A l’approche des vingt années de la LOLF, un frémissement certain semble agiter les parlementaires et plus particulièrement l’Assemblée nationale.

L'Assemblée nationale, par l’entremise de sa commission des finances, entend remettre au goût du jour les Milolf, ces fameuses missions consacrées à la LOLF (Loi Organique n° 2001-692 du 1 août 2001 relative aux Lois de Finances) chargées depuis 2003, d’étudier les problématiques soulevées par la mise en œuvre de ce texte organique. Les différents rapports d’informations de cette mission ont ainsi porté sur « l’effet de la LOLF sur les décisions d’attribution des moyens budgétaires » (2011), la « LOLF et la réforme de l’État : complémentarité ou contradiction ? » (2010), sur « le système d’information financière de l’État : une condition de réussite de la LOLF, toujours en attente » (2009),  « les dispositifs de performance encourageants mais perfectibles » (2005) ou encore la « nouvelle architecture du budget de l’État pour une plus grande efficacité de l’action publique » (2004). Opérationnelles de 2003 à 2011, la Milolf a cessé ses activités avec la XIVème législature.

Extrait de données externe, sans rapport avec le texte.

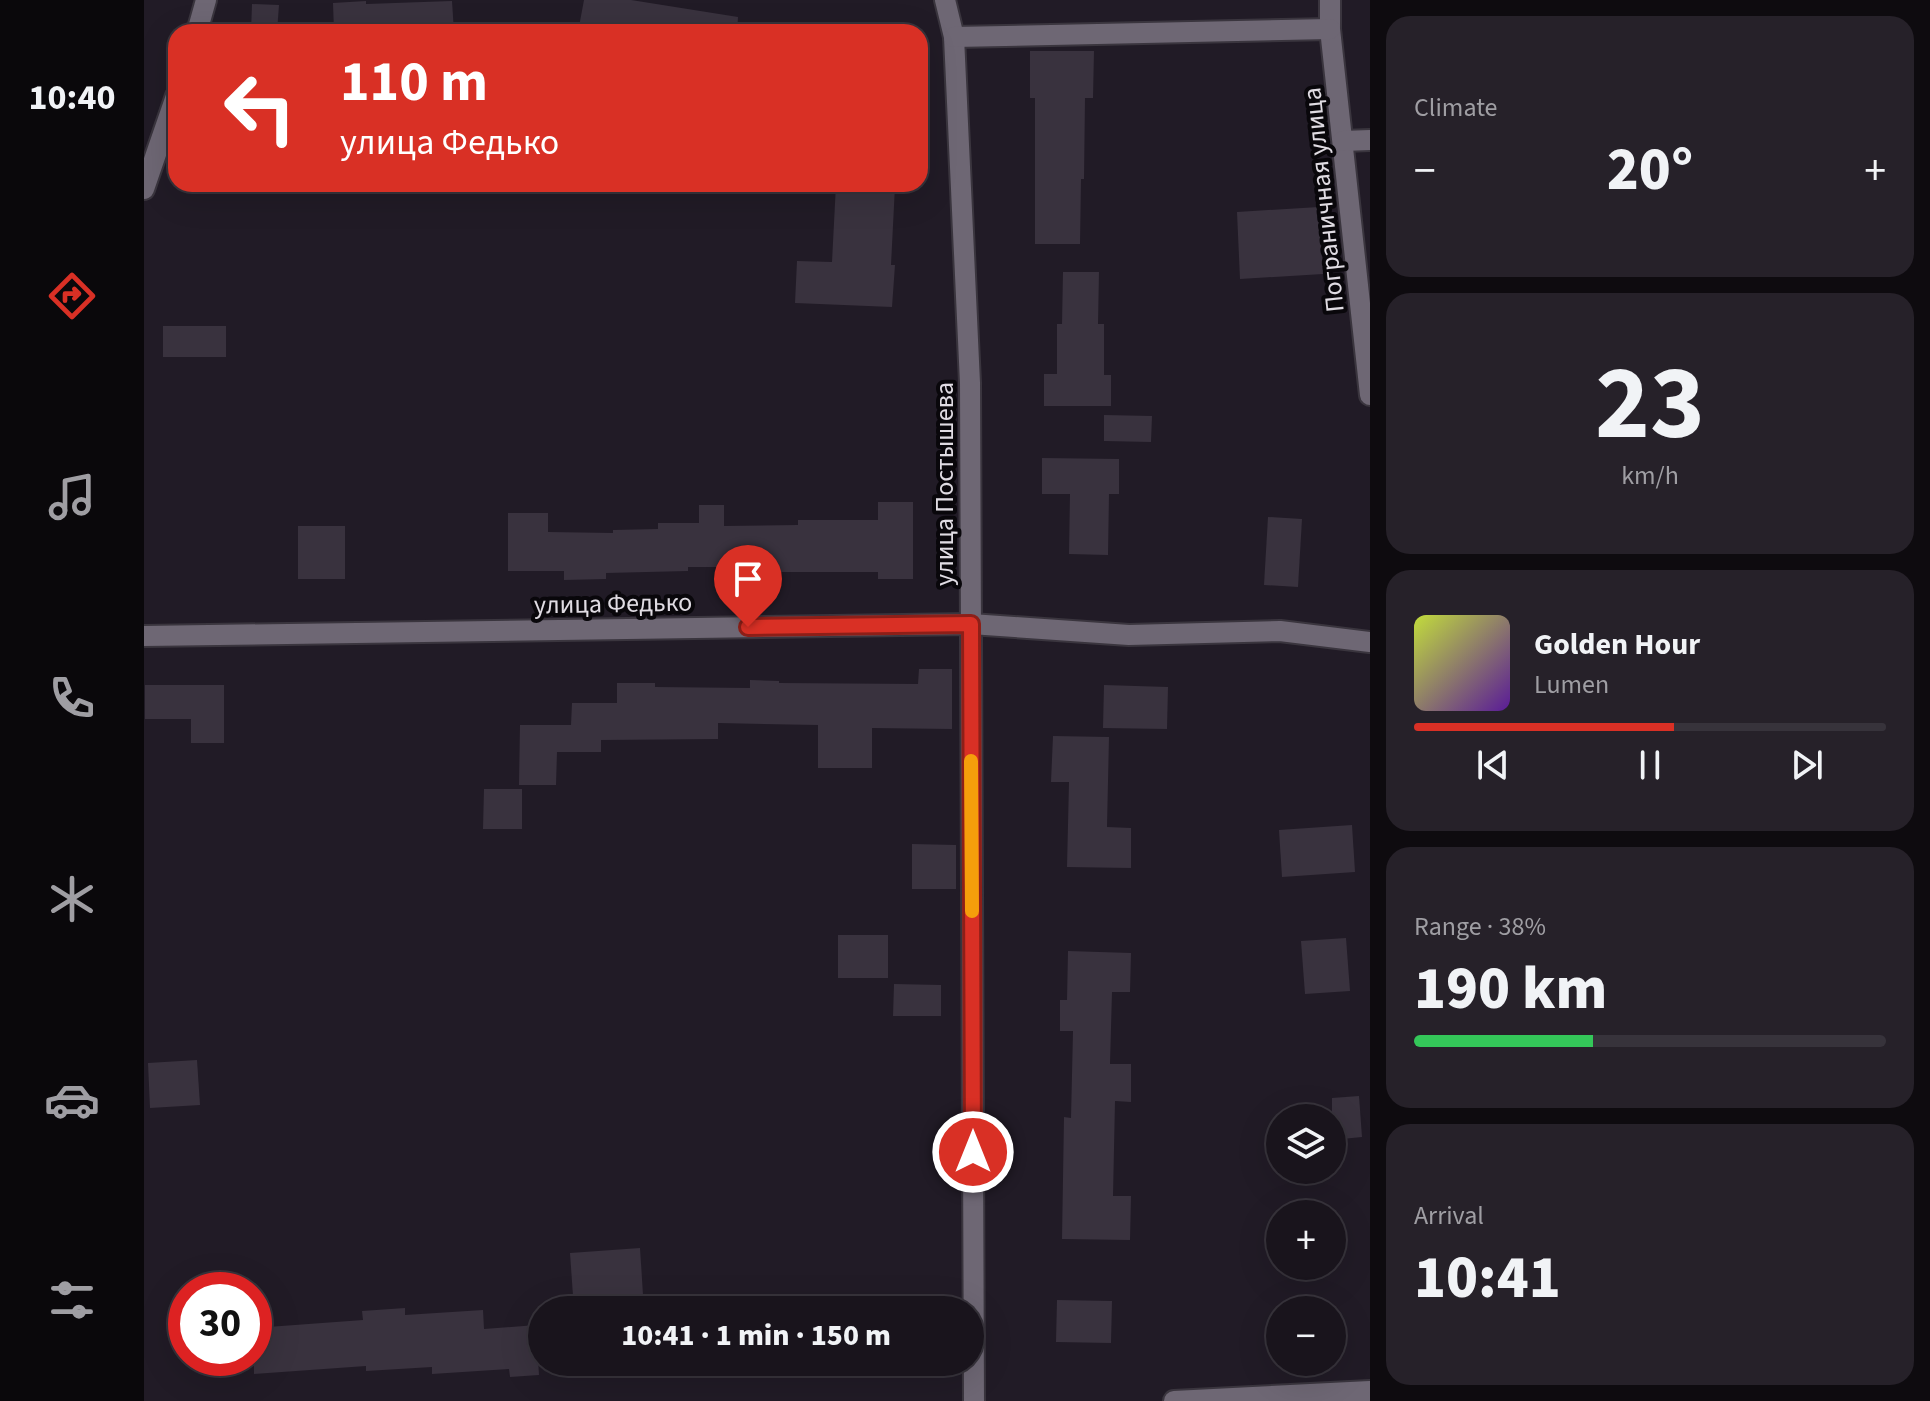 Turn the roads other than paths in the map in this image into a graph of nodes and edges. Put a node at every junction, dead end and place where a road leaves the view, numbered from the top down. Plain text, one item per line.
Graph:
1 (206, 0) edge
2 (945, 0) edge
3 (1330, 0) edge
4 (199, 24) edge
5 (1330, 29) junction
6 (954, 37) junction
7 (168, 119) edge
8 (1370, 140) edge
9 (1343, 141) junction
10 (144, 189) edge
11 (1370, 395) edge
12 (971, 624) junction
13 (144, 636) edge
14 (1370, 642) edge
15 (1370, 1391) edge
16 (974, 1401) edge
17 (1174, 1401) edge

1 - 4 street
2 - 6 street, улица Постышева
3 - 5 street, Пограничная улица
5 - 6 street
5 - 9 street, Пограничная улица
6 - 12 street, улица Постышева
7 - 10 street
8 - 9 street
9 - 11 street, Пограничная улица
12 - 13 street, улица Федько
12 - 14 street, улица Федько
12 - 16 street, улица Постышева
15 - 17 street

C’est donc avec intérêt que l’observateur se penchera sur ce qui fait actuellement l’actualité de la LOLF au sein de la Commission chargée des finances de l’Assemblée nationale. Cette dernière assemblée avait déjà, en 2018, mis en place les printemps de l’évaluation afin que les politiques publiques soient évaluées dans le cadre de l’examen du projet de loi de règlement 2017. Dix-huit commissions d’évaluation des politiques publiques s’étaient alors réunies du 30 mai au 7 juin en présence des ministres portant sur chaque mission. Les auditions se sont déroulées sur la base des rapports annuels de performance avec l’objectif que des propositions de résolution ou des recommandations soient formulées à l’issue du dispositif. Les auditions avaient porté sur des thèmes d’évaluation clairement identifiés comme le réseau de l’enseignement français à l’étranger dans le cadre de la mission Action extérieure de l’État, l’utilisation de la politique patrimoniale comme outil de revitalisation des territoires dans le cadre de la mission Culture (patrimoines) ou encore l’efficience du pilotage du budget de la défense dans le cadre de la mission Défense (préparation de l’avenir). Avec l’idée de créer une Agence parlementaire d’évaluation permettant à l’Assemblée et au Sénat de disposer d’une expertise indépendante.

L’objectif est également de faire un bilan de la LOLF, de ce qui fonctionne, de ce qui ne fonctionne pas avec l’objectif très probable, d’opérer les ajustements nécessaires.

Le 6 mars dernier, c’est le Premier président Migaud de la Cour des comptes qui a été auditionné par cette Commission parlementaire. Son propos a tenu en quatre points qui chacun, ont fait état de la déception du père de la LOLF, lequel ne pouvait que constater l’écart entre ce qu’ils avaient pu imaginer et ce qui s’était finalement concrétisé. Déception concernant la mesure de la performance de l’administration que Didier Migaud considère comme étant la plus substantielle, déception concernant la responsabilisation du gestionnaire public, déception concernant la revalorisation des pouvoirs du Parlement et enfin, déception concernant la comptabilité générale avec notamment des problèmes de qualité comptable (défaut des systèmes d’information financière et déficit de contrôle interne et de maîtrise des risques).

Même si dans le cadre de cette audition, le Premier président Migaud a tenu à indiquer qu’il ne convenait pas de résumer son propos à cette déception, nous ne pouvons que partager son constat alors que la pratique de la LOLF apparaît trop éloignée de ce qui était envisagé en 2001. Beaucoup d’espoirs, beaucoup d’attente pour un tel résultat…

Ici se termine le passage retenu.